Per queste ragioni il ministero della Cultura e il suo titolare, Alessandro Giuli, dovrebbero non solo finanziare Cinecittà e dintorni, ma anche gli editori che pubblicano i quotidiani di carta e quelli che pubblicano i libri. Allo stato, però, non sembra che il ministro abbia preso in considerazione queste altre due gambe del tavolino della Cultura, ma è ovvio che esso non si regge solo su una gamba; ha bisogno almeno di tre di esse, che sono appunto il cinema, i libri e i giornali di carta.

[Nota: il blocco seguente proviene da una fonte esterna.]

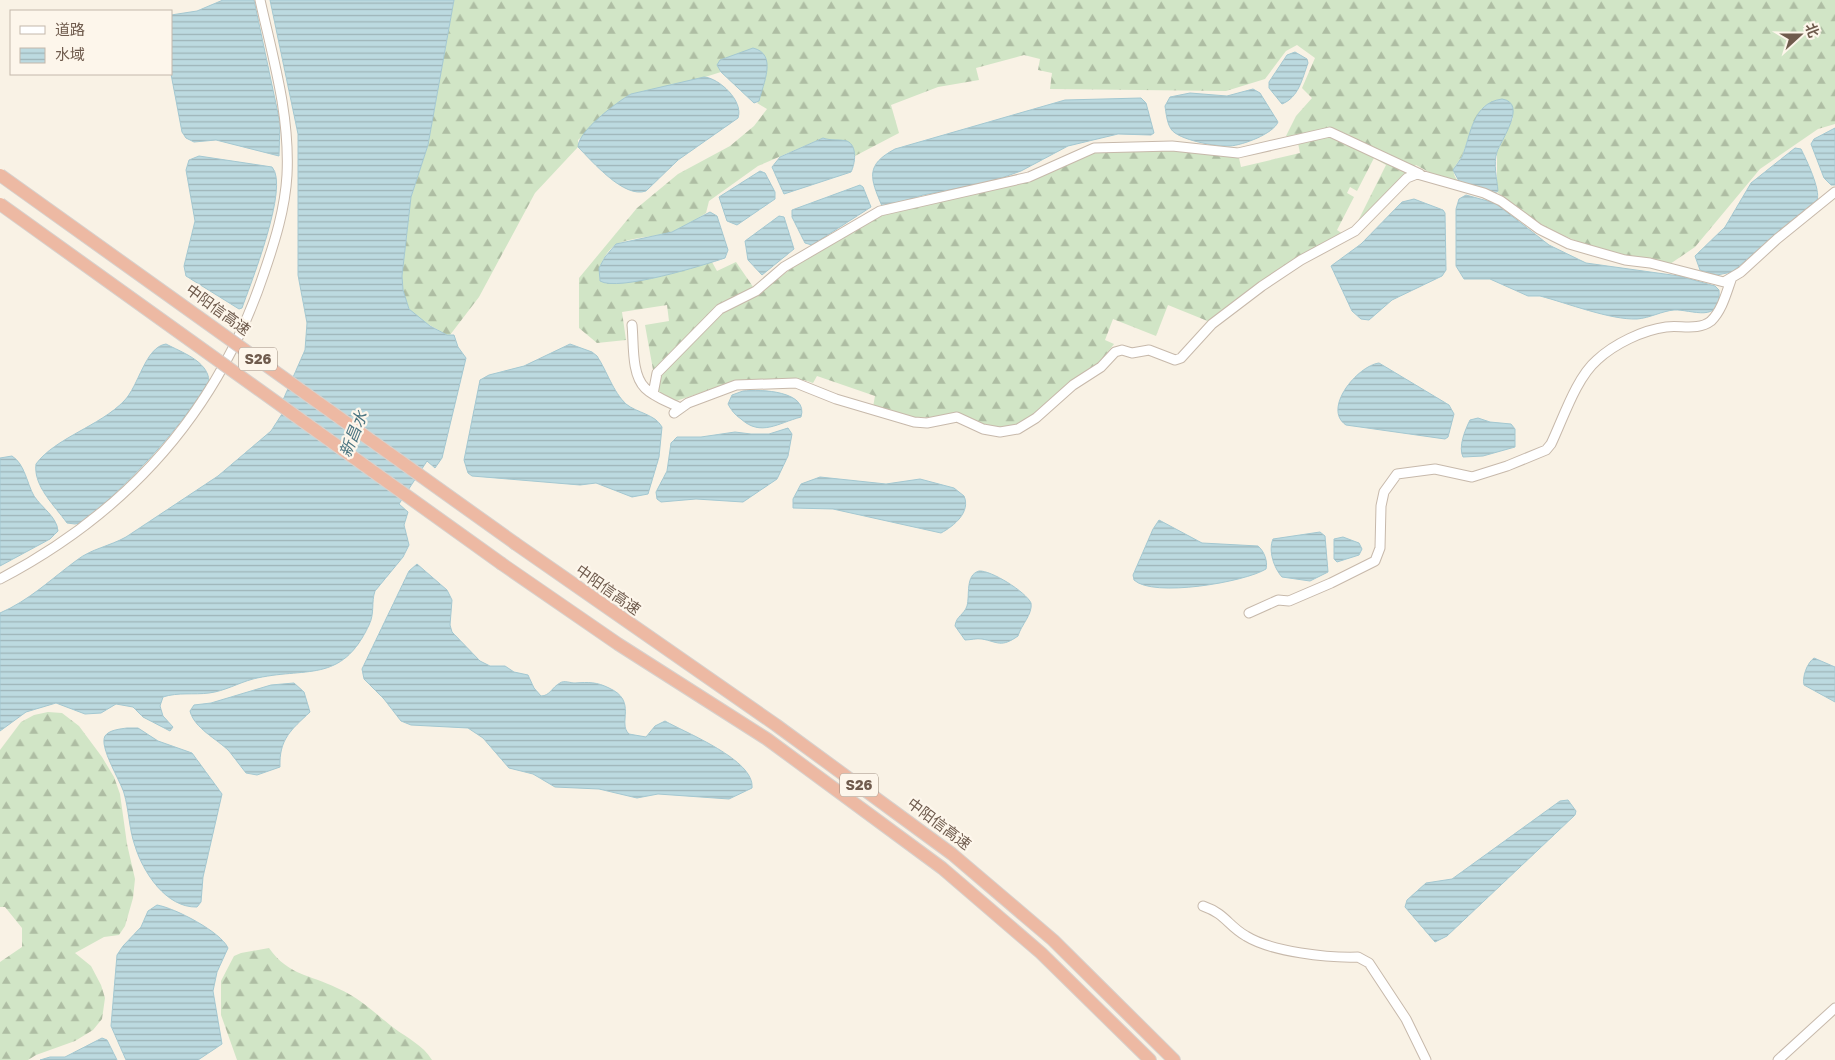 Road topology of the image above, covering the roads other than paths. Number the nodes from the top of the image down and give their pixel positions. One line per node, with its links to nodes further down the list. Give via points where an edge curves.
1 (260, 0): 9 (street, via 285,114 287,176 278,231 252,310 204,401 181,432 135,482 74,534)
2 (1420, 174): 6 (street, via 1492,197 1539,229 1570,244 1625,260 1724,282); 8 (street, via 1330,132 1238,153 1172,146 1094,148 1029,177 880,211 784,267 756,290 720,309 657,373); 8 (street, via 1407,178 1355,231 1301,260 1219,318 1181,358 1175,360 1149,350 1115,352 1097,370 1018,429 990,431 957,417 914,422 836,399 796,383 736,385 677,410)
3 (0, 175): 14 (highway, 中阳信高速 / S26, bridge, via 516,544 776,725 952,854 1053,940)
4 (1835, 192): 6 (street)
5 (0, 204): 13 (highway, S26, bridge, via 502,564 618,644 767,739 935,862 1042,953)
6 (1731, 280): 10 (street, via 1720,310 1706,324 1656,329 1597,359 1582,379 1552,444 1546,450 1472,477 1435,469 1397,474 1384,492 1380,548 1375,560 1323,587 1289,601 1278,600)
7 (632, 324): 8 (street, via 637,373 645,388)
8 (653, 394)
9 (0, 579)
10 (1249, 613)
11 (1203, 906): 15 (street, via 1221,914 1248,937 1260,942 1305,954 1364,959 1406,1020)
12 (1835, 1008): 16 (street)
13 (1150, 1060)
14 (1174, 1060)
15 (1426, 1060)
16 (1778, 1060)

Ora, per produrre i film vi sono costi, per produrre i quotidiani di carta vi sono costi e per produrre i libri vi sono costi. Mentre i film e i libri non vengono utilizzati da altri mezzi di comunicazione per fare informazione, i giornali di carta sono usati ogni mattina da decine di reti televisive nazionali, regionali e locali per fare la cosiddetta rassegna stampa. Di fatto, le emittenti televisive utilizzano gratis il prodotto che agli editori costa, cioè i quotidiani. Questo è profondamente iniquo.

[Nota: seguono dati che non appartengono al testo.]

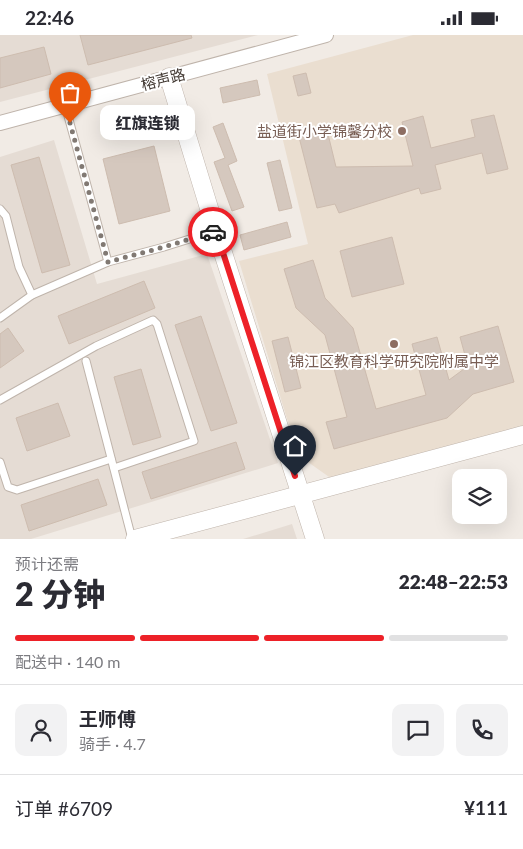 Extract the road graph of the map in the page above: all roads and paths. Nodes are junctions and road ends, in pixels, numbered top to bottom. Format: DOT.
graph roads {
  1 [pos="326,35"];
  2 [pos="169,77"];
  3 [pos="65,105"];
  4 [pos="0,123"];
  5 [pos="0,209"];
  6 [pos="216,231"];
  7 [pos="108,262"];
  8 [pos="32,295"];
  9 [pos="0,318"];
  10 [pos="86,361"];
  11 [pos="0,400"];
  12 [pos="523,435"];
  13 [pos="111,459"];
  14 [pos="0,462"];
  15 [pos="114,469"];
  16 [pos="301,495"];
  17 [pos="134,539"];
  18 [pos="315,539"];
  1 -- 2 [label="street, 榕声路"];
  2 -- 3 [label="street, 榕声路"];
  2 -- 6 [label="street"];
  3 -- 4 [label="street, 榕声路"];
  3 -- 7 [label="lane"];
  5 -- 8 [label="lane"];
  6 -- 7 [label="lane"];
  6 -- 16 [label="street"];
  7 -- 8 [label="lane"];
  8 -- 9 [label="lane"];
  10 -- 13 [label="lane"];
  11 -- 15 [label="lane"];
  12 -- 16 [label="street"];
  13 -- 14 [label="lane"];
  13 -- 15 [label="lane"];
  15 -- 17 [label="lane"];
  16 -- 17 [label="street"];
  16 -- 18 [label="street"];
} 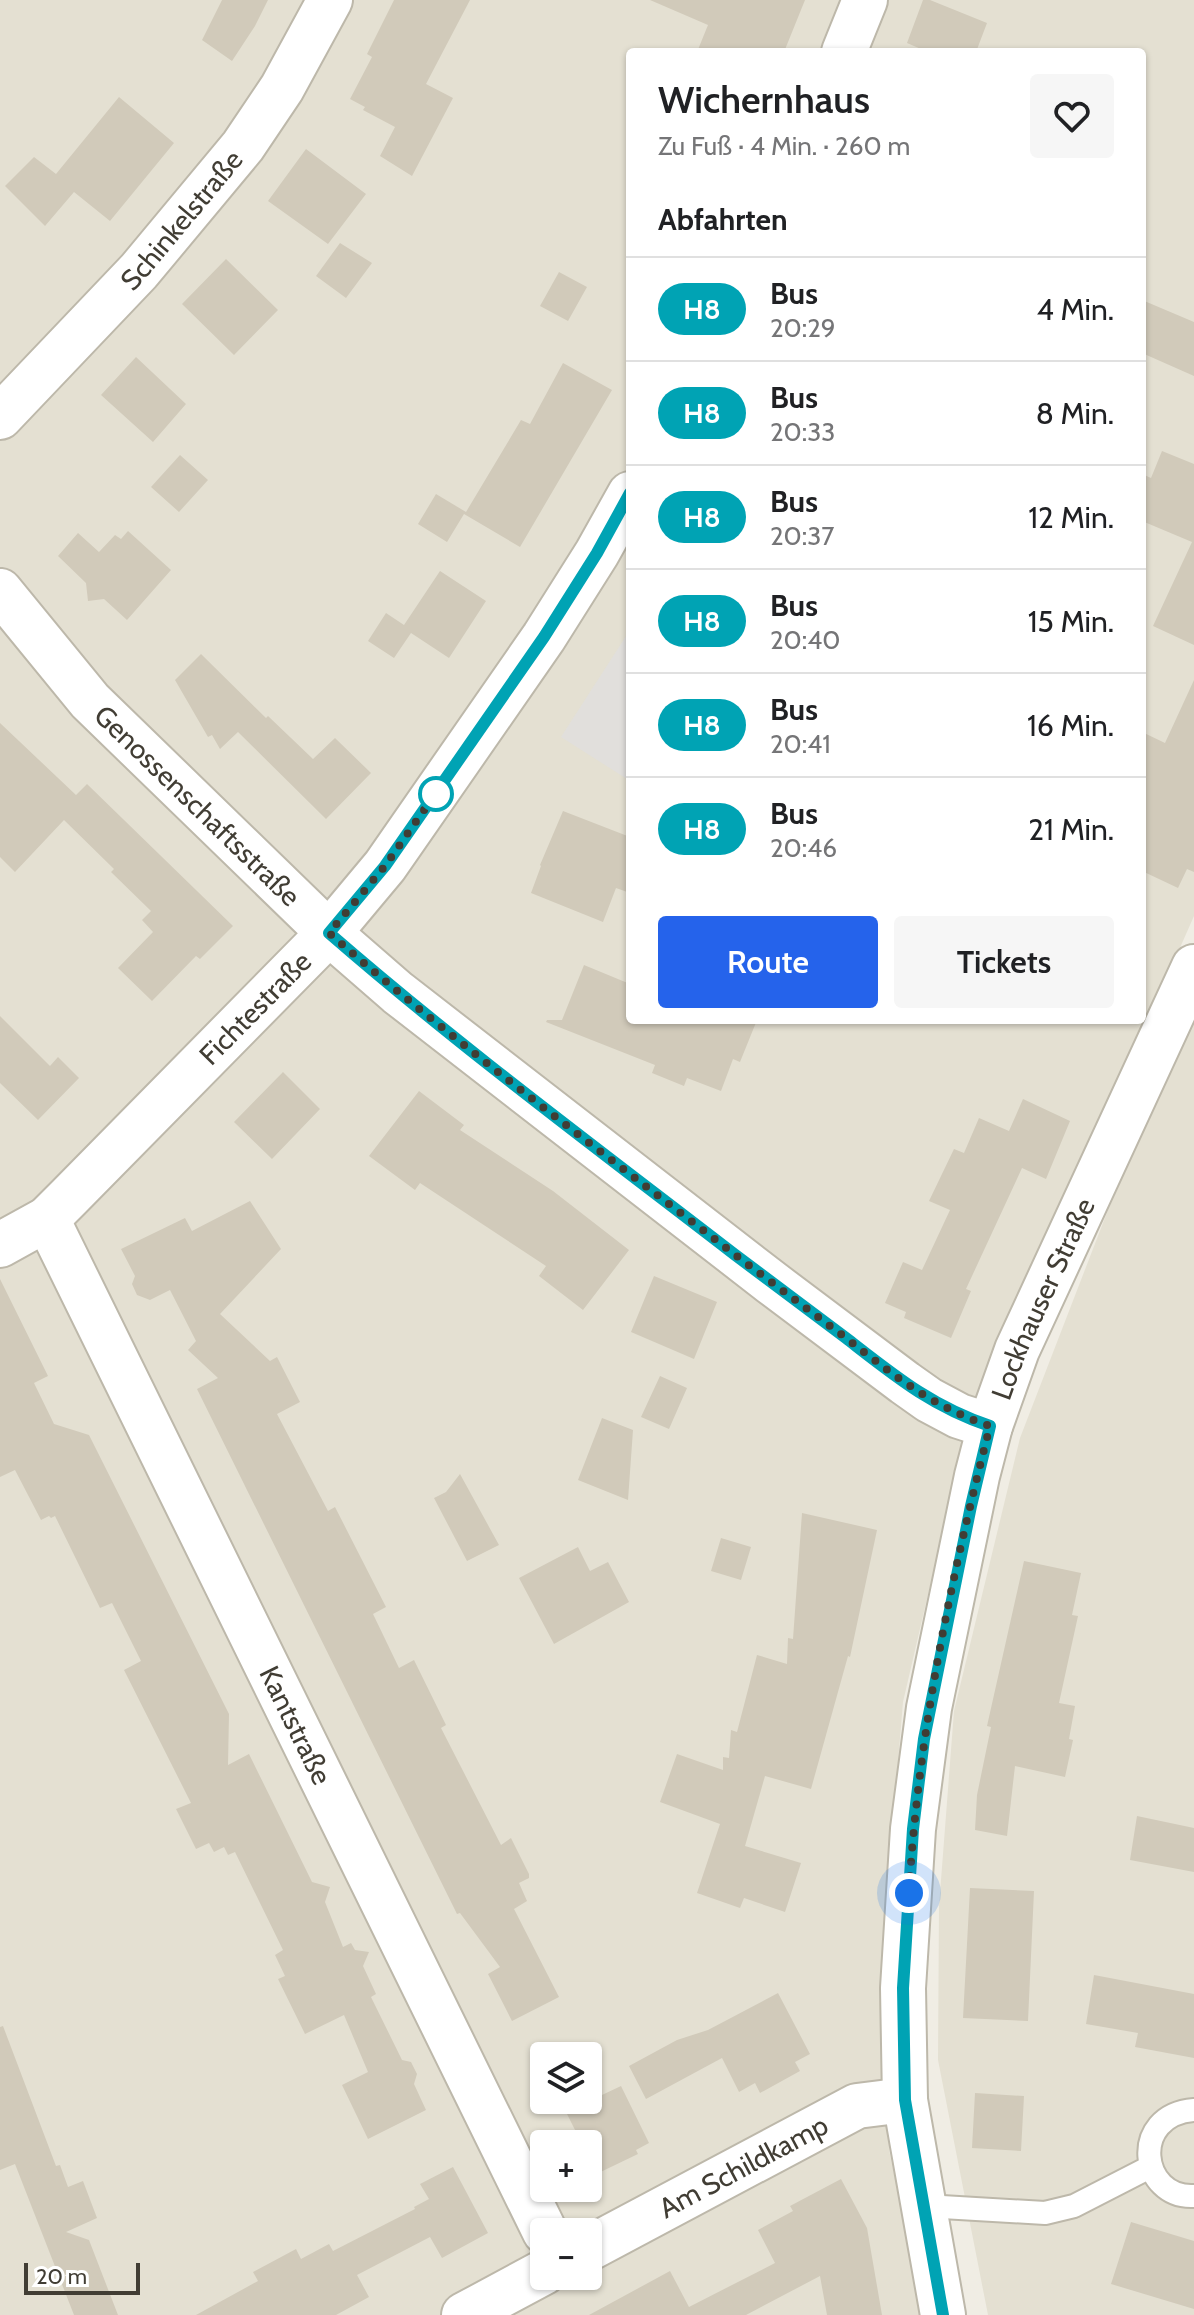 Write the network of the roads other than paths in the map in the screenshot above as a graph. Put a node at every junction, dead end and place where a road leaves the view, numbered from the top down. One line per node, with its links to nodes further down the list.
1 (330, 0): 4 (street, Schinkelstraße)
2 (865, 0): 3 (street)
3 (846, 48)
4 (0, 417)
5 (626, 501): 7 (street, Fichtestraße)
6 (0, 591): 7 (street, Genossenschaftsstraße)
7 (329, 933): 9 (street, Fichtestraße); 11 (street, Genossenschaftsstraße)
8 (1194, 967): 11 (street, Lockhauser Straße)
9 (47, 1219): 10 (street, Fichtestraße); 17 (street, Kantstraße)
10 (0, 1245)
11 (990, 1426): 12 (street, Lockhauser Straße)
12 (905, 2100): 16 (street, Lockhauser Straße); 18 (street, Am Schildkamp)
13 (1194, 2110): 14 (lane)
14 (1150, 2167): 15 (lane); 16 (lane)
15 (1194, 2196)
16 (925, 2206): 21 (street, Lockhauser Straße)
17 (538, 2218)
18 (602, 2242)
19 (530, 2280): 20 (street)
20 (464, 2315)
21 (943, 2315)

Gli editori televisivi sostengono di fare informazione con le rassegne stampa, ma dimenticano che i prodotti da loro rassegnati costano agli editori e non possono essere utilizzati gratuitamente.
La questione è stata più volte posta all’attenzione degli editori delle reti televisive, ma fino ad oggi non si è giunti a nessuna apertura, per cui, prima o dopo, gli editori dei quotidiani si decideranno a non inviare più i propri giornali alle televisioni, dopo di che vogliamo vedere come faranno costoro a riempire ore e ore di trasmissione mancando la materia prima, cioè i giornali.
Qui non si tratta di fare guerra fra gli editori di un settore e quelli di un altro, ma di seguire la regola, anche etica, secondo cui chi ha costi deve obbligatoriamente ricevere ricavi, perché i costi, oltre che per la produzione, sono anche per i/le giornalisti/e, gli/le altri/e dipendenti e per altre incombenze necessarie per produrre i giornali di carta.
Alle/ai cortesi lettrici/tori potrà sembrare che quest’editoriale sia di parte, ma non è così perché non è nostro costume prendere le difese di questo o di quello, di cui non c’è bisogno, bensì prospettare alla valutazione di chi legge situazioni, affinché possano valutarle.
Alle/ai consumatrici/tori poco importa chi produce cosa, quindi le regole non riguardano le/gli stesse/i. Tuttavia, all’interno dei fornitori dell’informazione non vi possono essere diseguaglianze né iniquità, per cui bisogna dare a Cesare quel che è di Cesare e a Dio quel che è di Dio.
Ricordiamo che la “Cultura è libertà” e la Cultura si forma soprattutto utilizzando i mezzi di informazione e i libri di carta, oltre ad altre fonti di conoscenza.
Detto ciò, vogliamo aggiungere che l’informazione ricevuta dev’essere poi memorizzata e collegata. In altri termini, un/a lettore/trice non può leggere passivamente, ma attivamente perché, mentre legge, deve riuscire a collegare le informazioni che gli pervengono con quelle che già possiede, in modo da tessere una tela che gli consenta di capire come funzionano le cose e anche di valutare se chi gestisce una Collettività si sta comportando secondo i principi etici e i propri doveri.
La questione è elementare, direbbe Watson, basta volerla comprendere nella sua essenza, per poi agire bene.